=== Work required ===
Give back exactly the lines of the entries below from the line with "middle pip: (1026, 875)" to the line with "index mcp: (1185, 771)", inclusive, and only those.

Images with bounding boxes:
········

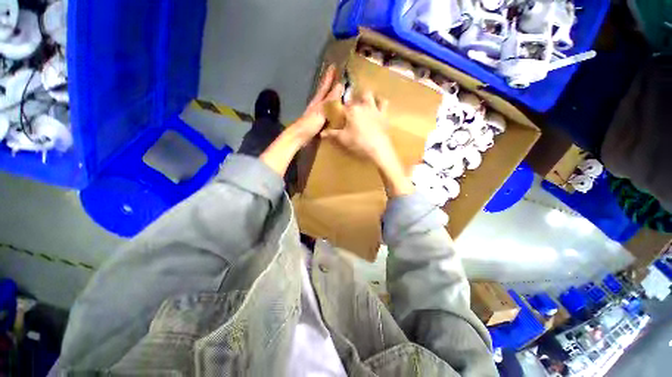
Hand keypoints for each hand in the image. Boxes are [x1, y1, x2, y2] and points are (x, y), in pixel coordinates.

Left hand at [260, 65, 342, 177]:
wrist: (299, 136)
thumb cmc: (309, 123)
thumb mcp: (321, 111)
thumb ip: (330, 100)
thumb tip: (340, 86)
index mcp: (318, 101)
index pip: (324, 86)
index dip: (329, 77)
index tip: (333, 65)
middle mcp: (317, 105)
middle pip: (325, 93)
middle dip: (331, 85)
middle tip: (338, 77)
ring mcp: (317, 114)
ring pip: (327, 103)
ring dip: (332, 98)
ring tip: (339, 94)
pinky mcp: (318, 122)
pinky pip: (328, 113)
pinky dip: (332, 110)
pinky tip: (336, 113)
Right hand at [321, 91, 413, 197]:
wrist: (378, 149)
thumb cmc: (359, 142)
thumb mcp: (343, 139)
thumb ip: (332, 134)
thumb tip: (321, 133)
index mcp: (351, 110)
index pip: (340, 106)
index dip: (336, 109)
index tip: (334, 113)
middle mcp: (362, 105)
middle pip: (354, 97)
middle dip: (351, 100)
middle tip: (349, 110)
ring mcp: (374, 108)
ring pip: (369, 95)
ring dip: (365, 97)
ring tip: (362, 103)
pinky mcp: (383, 114)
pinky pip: (384, 103)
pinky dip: (380, 102)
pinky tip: (377, 104)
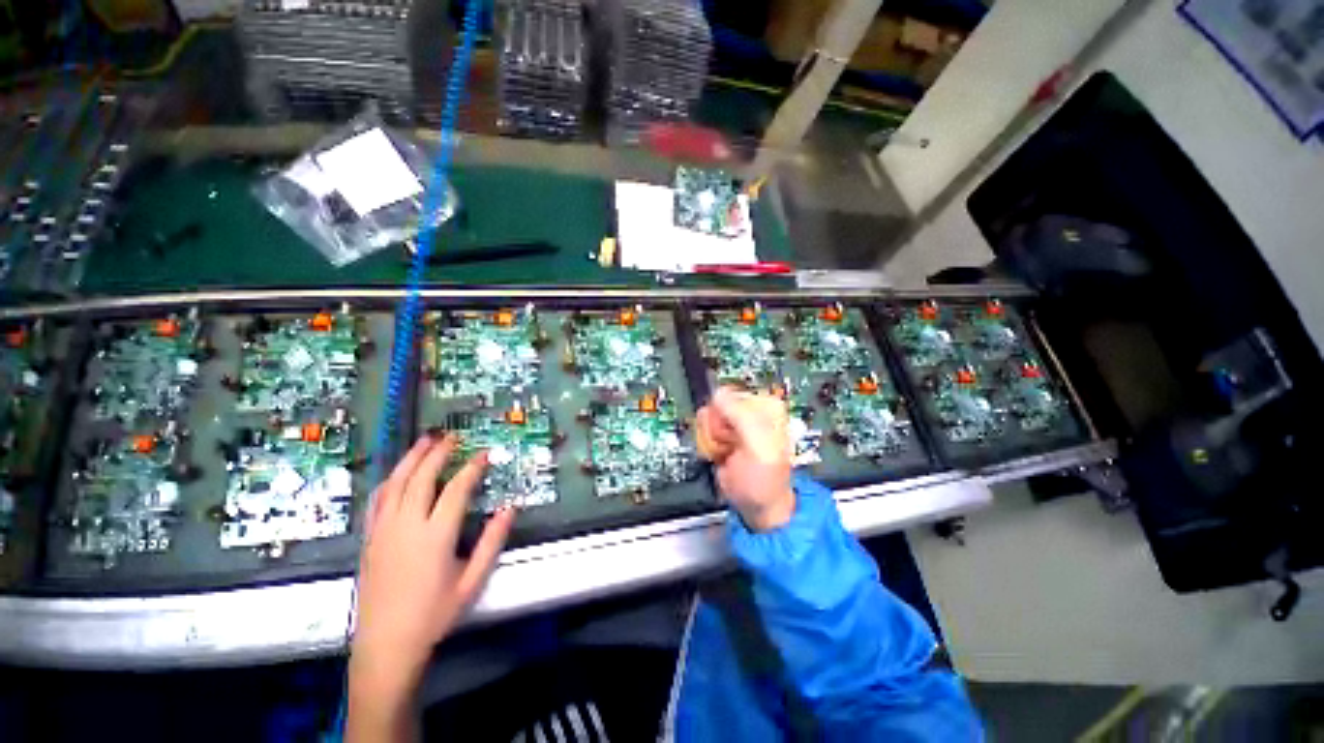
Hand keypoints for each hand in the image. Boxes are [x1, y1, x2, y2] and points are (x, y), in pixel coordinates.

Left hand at [348, 435, 514, 740]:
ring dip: (411, 459)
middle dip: (438, 454)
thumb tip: (510, 508)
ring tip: (425, 441)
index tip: (485, 454)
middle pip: (422, 478)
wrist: (386, 646)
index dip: (472, 468)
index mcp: (435, 536)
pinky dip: (390, 481)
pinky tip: (397, 474)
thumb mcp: (472, 581)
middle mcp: (406, 526)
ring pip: (395, 484)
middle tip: (452, 437)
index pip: (456, 489)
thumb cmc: (434, 615)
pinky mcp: (370, 540)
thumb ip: (492, 542)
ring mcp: (383, 531)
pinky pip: (377, 501)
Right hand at [695, 387, 795, 531]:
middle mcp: (749, 409)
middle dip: (719, 430)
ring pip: (706, 418)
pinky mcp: (720, 433)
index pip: (729, 395)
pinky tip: (722, 454)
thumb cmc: (764, 480)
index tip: (737, 435)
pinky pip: (702, 429)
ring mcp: (733, 421)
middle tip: (733, 446)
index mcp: (766, 405)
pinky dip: (708, 445)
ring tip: (729, 452)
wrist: (756, 505)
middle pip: (714, 406)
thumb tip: (718, 394)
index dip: (727, 417)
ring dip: (713, 439)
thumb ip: (739, 416)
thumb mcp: (758, 445)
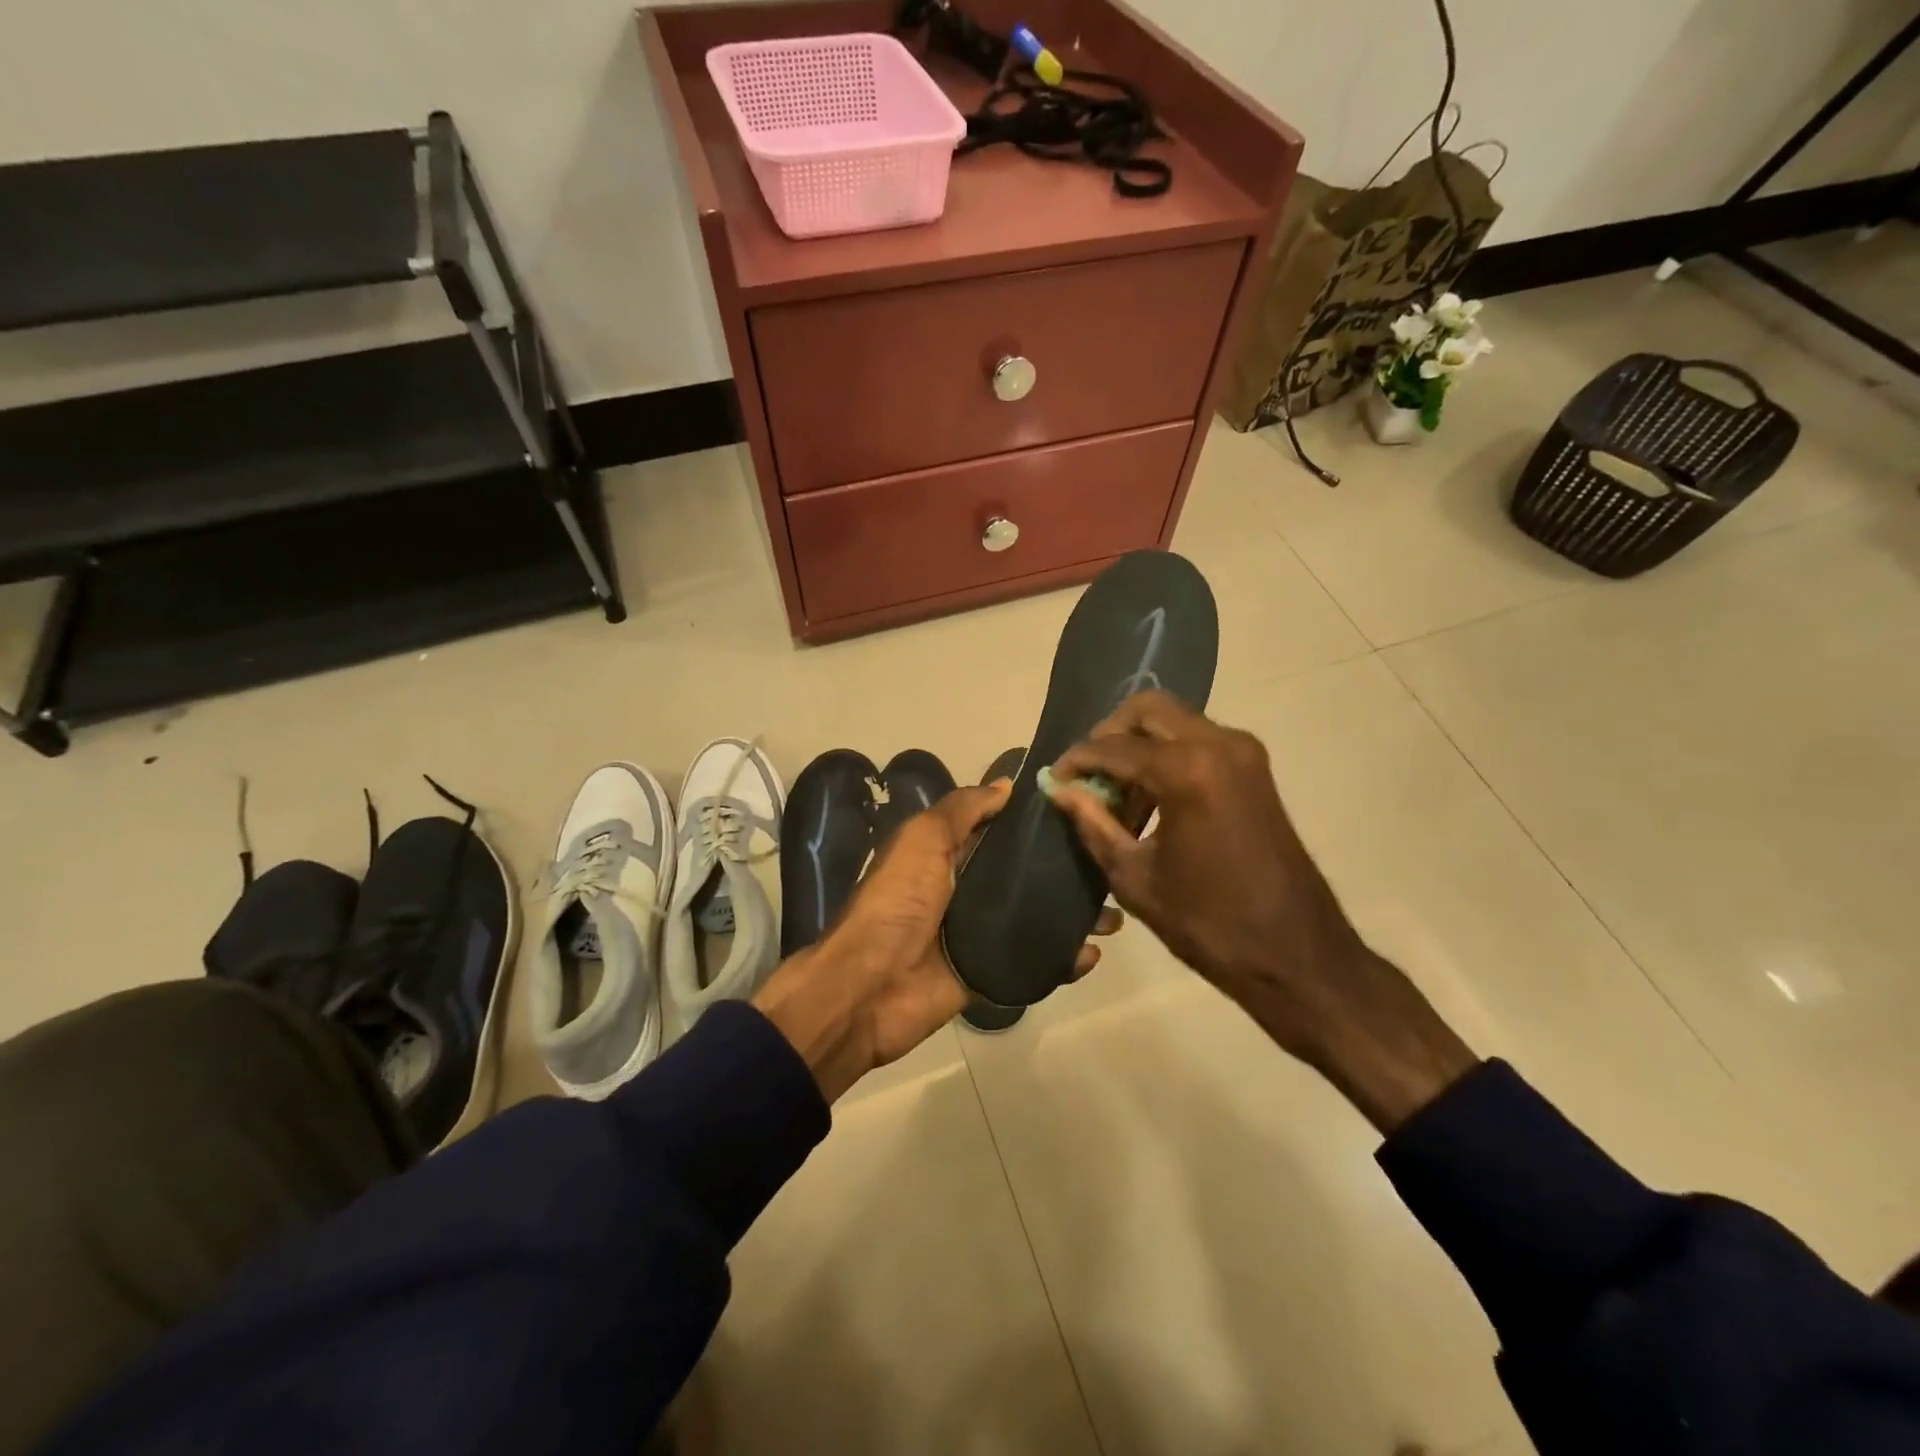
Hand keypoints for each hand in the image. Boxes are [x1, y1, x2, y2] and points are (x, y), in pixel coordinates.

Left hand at [754, 779, 1119, 1101]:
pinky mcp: (991, 973)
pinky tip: (1093, 954)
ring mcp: (980, 934)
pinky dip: (1064, 960)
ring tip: (1114, 913)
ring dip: (1074, 915)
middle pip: (1026, 875)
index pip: (1001, 830)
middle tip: (1110, 863)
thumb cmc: (898, 903)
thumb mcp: (922, 840)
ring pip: (1037, 917)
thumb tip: (1006, 785)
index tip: (1084, 807)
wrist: (870, 988)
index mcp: (948, 854)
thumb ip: (962, 809)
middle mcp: (967, 890)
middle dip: (1067, 870)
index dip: (1036, 820)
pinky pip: (1035, 964)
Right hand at [1046, 691, 1475, 1131]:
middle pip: (1148, 710)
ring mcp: (1243, 753)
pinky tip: (1150, 798)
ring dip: (1139, 745)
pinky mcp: (1255, 768)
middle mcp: (1218, 744)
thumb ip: (1093, 823)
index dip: (1077, 761)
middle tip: (1087, 773)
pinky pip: (1198, 741)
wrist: (1296, 953)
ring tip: (1116, 793)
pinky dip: (1167, 755)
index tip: (1055, 778)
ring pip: (1175, 721)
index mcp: (1185, 771)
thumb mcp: (1135, 876)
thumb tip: (1061, 790)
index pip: (1113, 747)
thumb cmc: (1208, 923)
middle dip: (1109, 734)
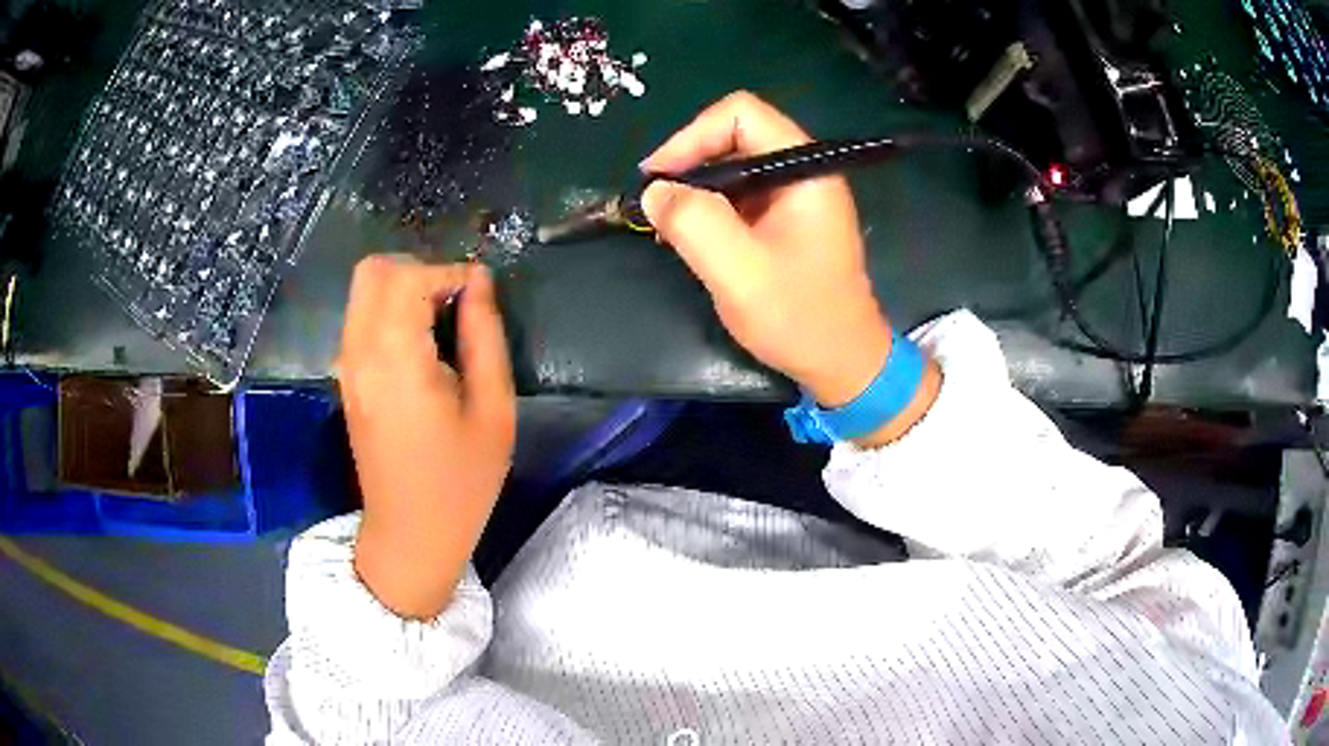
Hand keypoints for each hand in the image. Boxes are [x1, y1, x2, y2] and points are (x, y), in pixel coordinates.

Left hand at [338, 257, 514, 618]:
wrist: (410, 535)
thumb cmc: (460, 482)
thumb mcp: (493, 411)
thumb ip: (485, 336)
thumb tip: (479, 281)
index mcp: (395, 359)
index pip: (411, 277)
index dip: (451, 274)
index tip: (481, 298)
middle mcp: (359, 352)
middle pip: (375, 270)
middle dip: (420, 271)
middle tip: (457, 306)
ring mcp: (346, 365)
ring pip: (364, 289)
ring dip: (405, 289)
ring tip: (444, 325)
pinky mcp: (346, 377)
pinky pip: (361, 317)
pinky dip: (390, 310)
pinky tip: (422, 345)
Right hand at [641, 92, 938, 444]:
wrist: (843, 363)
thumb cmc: (800, 318)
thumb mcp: (740, 272)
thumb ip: (694, 223)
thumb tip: (654, 191)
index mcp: (805, 169)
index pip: (740, 114)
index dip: (692, 136)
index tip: (659, 178)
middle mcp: (803, 171)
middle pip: (734, 136)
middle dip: (689, 163)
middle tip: (657, 204)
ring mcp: (796, 195)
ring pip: (733, 166)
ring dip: (696, 190)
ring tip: (668, 226)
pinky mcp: (787, 219)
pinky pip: (740, 195)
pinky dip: (710, 209)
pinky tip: (691, 238)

········

=== Your solution ===
middle pip: (1026, 875)
index pip: (1001, 830)
middle tip: (1110, 863)
thumb cmc: (898, 903)
thumb mcp: (922, 840)
ring pip: (1037, 917)
thumb tip: (1006, 785)
index tip: (1084, 807)
wrist: (870, 988)
index mcp: (948, 854)
thumb ip: (962, 809)
middle mcp: (967, 890)
middle dip: (1067, 870)
index dip: (1036, 820)
pinky pip: (1035, 964)
Right hand at [1046, 691, 1475, 1131]:
middle pip: (1148, 710)
ring mcp: (1243, 753)
pinky tip: (1150, 798)
ring dip: (1139, 745)
pinky mcp: (1255, 768)
middle mcp: (1218, 744)
thumb ip: (1093, 823)
index dip: (1077, 761)
middle tip: (1087, 773)
pinky pip: (1198, 741)
wrist: (1296, 953)
ring tip: (1116, 793)
pinky dip: (1167, 755)
index tip: (1055, 778)
ring pip: (1175, 721)
index mcp: (1185, 771)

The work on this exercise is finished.